Task statement -> The listing below is to be output in its exact form.

*** Exercise material Section Begins ***

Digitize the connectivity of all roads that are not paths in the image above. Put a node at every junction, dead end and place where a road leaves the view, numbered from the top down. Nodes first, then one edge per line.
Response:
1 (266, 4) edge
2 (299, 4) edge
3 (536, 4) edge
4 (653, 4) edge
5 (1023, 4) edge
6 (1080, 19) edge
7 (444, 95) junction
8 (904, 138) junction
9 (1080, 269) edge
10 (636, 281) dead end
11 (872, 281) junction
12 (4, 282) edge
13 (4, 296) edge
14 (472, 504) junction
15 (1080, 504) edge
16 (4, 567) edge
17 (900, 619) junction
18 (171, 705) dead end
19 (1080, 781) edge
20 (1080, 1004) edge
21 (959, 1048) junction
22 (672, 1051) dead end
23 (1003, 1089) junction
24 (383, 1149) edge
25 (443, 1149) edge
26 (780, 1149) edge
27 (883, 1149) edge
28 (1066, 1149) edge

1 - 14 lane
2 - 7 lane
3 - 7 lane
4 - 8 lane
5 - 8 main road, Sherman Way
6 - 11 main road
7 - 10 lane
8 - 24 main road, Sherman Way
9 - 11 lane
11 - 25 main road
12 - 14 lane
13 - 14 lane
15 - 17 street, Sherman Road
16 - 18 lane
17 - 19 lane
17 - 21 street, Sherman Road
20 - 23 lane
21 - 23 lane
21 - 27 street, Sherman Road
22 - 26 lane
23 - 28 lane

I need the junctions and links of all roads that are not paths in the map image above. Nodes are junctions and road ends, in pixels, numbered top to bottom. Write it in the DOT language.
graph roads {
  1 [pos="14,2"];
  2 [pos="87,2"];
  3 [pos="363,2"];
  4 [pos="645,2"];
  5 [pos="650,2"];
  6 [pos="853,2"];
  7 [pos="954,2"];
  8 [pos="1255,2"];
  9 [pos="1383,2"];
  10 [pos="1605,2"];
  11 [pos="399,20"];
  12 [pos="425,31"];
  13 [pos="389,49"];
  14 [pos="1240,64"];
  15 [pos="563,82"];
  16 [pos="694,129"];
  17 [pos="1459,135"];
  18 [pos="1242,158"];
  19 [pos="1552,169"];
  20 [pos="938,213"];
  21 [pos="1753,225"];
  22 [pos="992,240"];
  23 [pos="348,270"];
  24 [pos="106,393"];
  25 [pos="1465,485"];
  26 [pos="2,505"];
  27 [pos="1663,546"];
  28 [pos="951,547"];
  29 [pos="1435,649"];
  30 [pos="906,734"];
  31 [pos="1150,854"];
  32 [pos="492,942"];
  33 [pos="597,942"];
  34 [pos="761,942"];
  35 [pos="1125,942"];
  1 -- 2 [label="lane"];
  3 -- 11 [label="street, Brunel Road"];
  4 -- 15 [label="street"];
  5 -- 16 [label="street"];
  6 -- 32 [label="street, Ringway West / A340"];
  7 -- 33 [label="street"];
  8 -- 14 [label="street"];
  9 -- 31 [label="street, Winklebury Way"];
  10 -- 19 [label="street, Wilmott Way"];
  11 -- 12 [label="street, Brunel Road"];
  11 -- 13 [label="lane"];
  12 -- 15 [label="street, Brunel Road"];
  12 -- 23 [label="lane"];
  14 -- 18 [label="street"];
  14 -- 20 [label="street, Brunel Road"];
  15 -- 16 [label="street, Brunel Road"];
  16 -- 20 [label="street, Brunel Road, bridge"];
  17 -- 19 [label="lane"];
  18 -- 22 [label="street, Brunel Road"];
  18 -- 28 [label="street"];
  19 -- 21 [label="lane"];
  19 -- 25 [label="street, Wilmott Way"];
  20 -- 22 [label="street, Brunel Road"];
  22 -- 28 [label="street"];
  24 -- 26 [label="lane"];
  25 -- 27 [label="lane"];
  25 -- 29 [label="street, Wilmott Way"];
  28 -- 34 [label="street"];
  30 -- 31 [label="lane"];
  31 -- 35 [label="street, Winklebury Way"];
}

*** Exercise material Section Ends ***

Solution to the problem ->
Digitize the connectivity of all roads that are not paths in the image above. Put a node at every junction, dead end and place where a road leaves the view, numbered from the top down. Nodes first, then one edge per line.
Response:
1 (266, 4) edge
2 (299, 4) edge
3 (536, 4) edge
4 (653, 4) edge
5 (1023, 4) edge
6 (1080, 19) edge
7 (444, 95) junction
8 (904, 138) junction
9 (1080, 269) edge
10 (636, 281) dead end
11 (872, 281) junction
12 (4, 282) edge
13 (4, 296) edge
14 (472, 504) junction
15 (1080, 504) edge
16 (4, 567) edge
17 (900, 619) junction
18 (171, 705) dead end
19 (1080, 781) edge
20 (1080, 1004) edge
21 (959, 1048) junction
22 (672, 1051) dead end
23 (1003, 1089) junction
24 (383, 1149) edge
25 (443, 1149) edge
26 (780, 1149) edge
27 (883, 1149) edge
28 (1066, 1149) edge

1 - 14 lane
2 - 7 lane
3 - 7 lane
4 - 8 lane
5 - 8 main road, Sherman Way
6 - 11 main road
7 - 10 lane
8 - 24 main road, Sherman Way
9 - 11 lane
11 - 25 main road
12 - 14 lane
13 - 14 lane
15 - 17 street, Sherman Road
16 - 18 lane
17 - 19 lane
17 - 21 street, Sherman Road
20 - 23 lane
21 - 23 lane
21 - 27 street, Sherman Road
22 - 26 lane
23 - 28 lane

I need the junctions and links of all roads that are not paths in the map image above. Nodes are junctions and road ends, in pixels, numbered top to bottom. Write it in the DOT language.
graph roads {
  1 [pos="14,2"];
  2 [pos="87,2"];
  3 [pos="363,2"];
  4 [pos="645,2"];
  5 [pos="650,2"];
  6 [pos="853,2"];
  7 [pos="954,2"];
  8 [pos="1255,2"];
  9 [pos="1383,2"];
  10 [pos="1605,2"];
  11 [pos="399,20"];
  12 [pos="425,31"];
  13 [pos="389,49"];
  14 [pos="1240,64"];
  15 [pos="563,82"];
  16 [pos="694,129"];
  17 [pos="1459,135"];
  18 [pos="1242,158"];
  19 [pos="1552,169"];
  20 [pos="938,213"];
  21 [pos="1753,225"];
  22 [pos="992,240"];
  23 [pos="348,270"];
  24 [pos="106,393"];
  25 [pos="1465,485"];
  26 [pos="2,505"];
  27 [pos="1663,546"];
  28 [pos="951,547"];
  29 [pos="1435,649"];
  30 [pos="906,734"];
  31 [pos="1150,854"];
  32 [pos="492,942"];
  33 [pos="597,942"];
  34 [pos="761,942"];
  35 [pos="1125,942"];
  1 -- 2 [label="lane"];
  3 -- 11 [label="street, Brunel Road"];
  4 -- 15 [label="street"];
  5 -- 16 [label="street"];
  6 -- 32 [label="street, Ringway West / A340"];
  7 -- 33 [label="street"];
  8 -- 14 [label="street"];
  9 -- 31 [label="street, Winklebury Way"];
  10 -- 19 [label="street, Wilmott Way"];
  11 -- 12 [label="street, Brunel Road"];
  11 -- 13 [label="lane"];
  12 -- 15 [label="street, Brunel Road"];
  12 -- 23 [label="lane"];
  14 -- 18 [label="street"];
  14 -- 20 [label="street, Brunel Road"];
  15 -- 16 [label="street, Brunel Road"];
  16 -- 20 [label="street, Brunel Road, bridge"];
  17 -- 19 [label="lane"];
  18 -- 22 [label="street, Brunel Road"];
  18 -- 28 [label="street"];
  19 -- 21 [label="lane"];
  19 -- 25 [label="street, Wilmott Way"];
  20 -- 22 [label="street, Brunel Road"];
  22 -- 28 [label="street"];
  24 -- 26 [label="lane"];
  25 -- 27 [label="lane"];
  25 -- 29 [label="street, Wilmott Way"];
  28 -- 34 [label="street"];
  30 -- 31 [label="lane"];
  31 -- 35 [label="street, Winklebury Way"];
}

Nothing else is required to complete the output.